DOYLE, MCLAIN, BRICKER, LOCKWOOD, PAGE

Posted By: Dorian Myhre (email)
Date: 9/25/2013 at 23:14:10

From Nevada Journal July 6, 1921

Final services for Mrs. Frank McLain Sr.

Funeral services for the late Mrs. Frank A. McLain Sr. whose death at Pasadena, Calif., occurred on May 15, 1921, were hled from the family home Fourth and Avenue K, Saturday afternoon. The body had arrived her on an early morning train over the Northwestern, accompanied by Mr. McLain Sr., the son of Clark McLain, wife and daughters.

The funeral services were in charge of her one time pastor and close friend, Rev. J. W. Innis, now pastor of the Collegiat Presbyterian church at Ames, assisted by Rev. J. George Walz, pastor of Central Presbyterian church, of which she had been a member for many years.

The services were attended by neighbors and oldtime friends of the family, whose home in and near Nevada has covered over a period of over half a century.

Following the services at the home the body was escorted to the Nevada cemetery where it was laid to rest in the family lot in the center of the old portion of the beautiful burying ground.

Following her death at Pasadena funeral services were held there and the casket containing the body where it lay until the family were in a position to make the trip west and place the body of their loved one in its final resting place.

Many have been the expressions of sympathy and good sheer for the sorrowing one since their return and all are assured of the very deep sympathy of their wide circle of friends and neighbors.

Mrs. McLain was born Mary Ann Doyle, daughter of Mr. and Mrs. Daniel Doyle, at Richmond, Virginia, the day before Christmas 1842 she being one of a family of seven daughters and two sons, but two of whom are now living.

While she was still a small child her parents moved to Indiana and after a short residence there again moved to Iowa, locating on a farm near the town of Nevada. On June 22, 1861, she was united in marriage with Frank A. McLain. Two children were born to this union they being Clark, now residing in Pasadena, Cal., and Mildred Lee, who was the wife of Jos. M. Bricker and who died in Nevada March 4, 1912.

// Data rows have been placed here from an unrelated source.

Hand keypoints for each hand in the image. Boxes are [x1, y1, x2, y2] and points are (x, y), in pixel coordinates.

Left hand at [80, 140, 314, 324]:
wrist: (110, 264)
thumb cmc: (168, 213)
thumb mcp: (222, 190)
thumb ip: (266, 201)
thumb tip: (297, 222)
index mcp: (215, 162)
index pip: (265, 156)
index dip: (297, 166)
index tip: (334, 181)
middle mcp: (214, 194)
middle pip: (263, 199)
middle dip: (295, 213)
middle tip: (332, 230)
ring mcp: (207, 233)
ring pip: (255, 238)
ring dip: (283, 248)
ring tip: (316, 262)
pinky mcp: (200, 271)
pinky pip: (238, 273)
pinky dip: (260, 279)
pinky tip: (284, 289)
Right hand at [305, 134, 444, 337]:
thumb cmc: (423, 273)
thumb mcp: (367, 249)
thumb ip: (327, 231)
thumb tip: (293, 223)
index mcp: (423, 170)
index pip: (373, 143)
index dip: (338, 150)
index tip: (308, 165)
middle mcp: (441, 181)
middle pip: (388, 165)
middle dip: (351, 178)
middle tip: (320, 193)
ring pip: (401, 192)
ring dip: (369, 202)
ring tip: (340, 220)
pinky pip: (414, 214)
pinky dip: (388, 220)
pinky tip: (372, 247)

The active years of Mrs. McLain and husband were spent on the McLain home farm, southeast of this city. There this pioneer couple united brain with muscle and died their part well in transforming the raw prairie and swamps of primevial Iowa into the great rich agricultural state Iowa is today. In 1893, Mr. and Mrs. McLain retired from active farm life and moved to Nevada, where they have since made their home. While Mrs. McLain felt an active interest in affairs pertaining to her community and town, her chief interest was in her own home and she was a model homekeeper and homemaker. For longer than 65 years Mrs. McLain and her husband have resided in the town of Nevada and its these years as man and wife they are wrought together. These years have witnessed the passing of all but a very few of their early Iowa friends, but as friends and the years have passed, Mrs. McLain made new friends from the strangers who came into her home town. The chief regret of Mrs. McLain curing the illness that resulted in her death, was that she would have to leave the companion of her youth and old age and that she would see the friends of her home town no more.

Of her immediate family she leaves to revere her memory her husband and son also five grandchildren, three great-grandchildren, and two surviving sisters, Mrs. Kate Lockwood of Clarion, Iowa and Mrs. Margaret Page of Oto, Iowa, and many friend in both Iowa and California.

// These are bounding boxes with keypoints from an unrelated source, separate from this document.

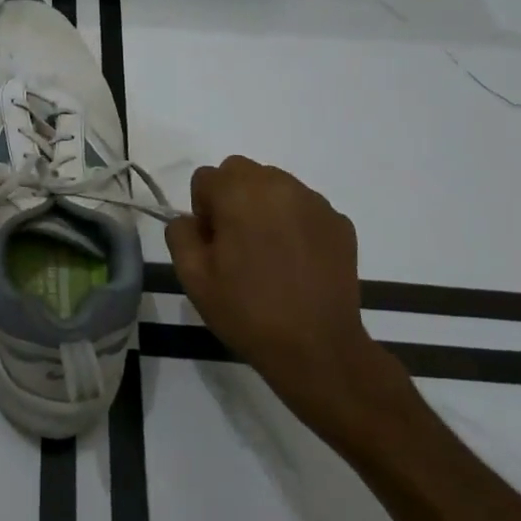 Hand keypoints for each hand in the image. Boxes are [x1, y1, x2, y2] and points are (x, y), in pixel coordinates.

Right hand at [165, 157, 411, 447]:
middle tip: (237, 243)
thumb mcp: (193, 277)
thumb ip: (181, 234)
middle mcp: (278, 185)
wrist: (318, 349)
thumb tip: (191, 220)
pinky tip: (296, 261)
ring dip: (263, 205)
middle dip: (231, 197)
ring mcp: (314, 202)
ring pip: (274, 185)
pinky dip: (294, 222)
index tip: (213, 244)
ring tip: (269, 251)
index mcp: (239, 193)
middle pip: (241, 171)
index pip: (206, 177)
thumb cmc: (248, 311)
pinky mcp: (339, 222)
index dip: (202, 209)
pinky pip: (304, 207)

She was a member of Central Presbyterian church of this city. It was her expressed wish that she be laid to rest in the cemetery at Nevada, where both her parents, her daughter Mildred, and a grandson, and so many of her former friends, now lie at rest.

The illness that terminated her life commenced the night of February 20. This illness brought her many days of great physical suffering. She met these trying days with splendid fortitude and courage and Christian faith. In her passing her home community loses one of its constructive pioneers; her husband, a true and loving companion, her son a mother's love and her acquaintances, a true and steadfast friend.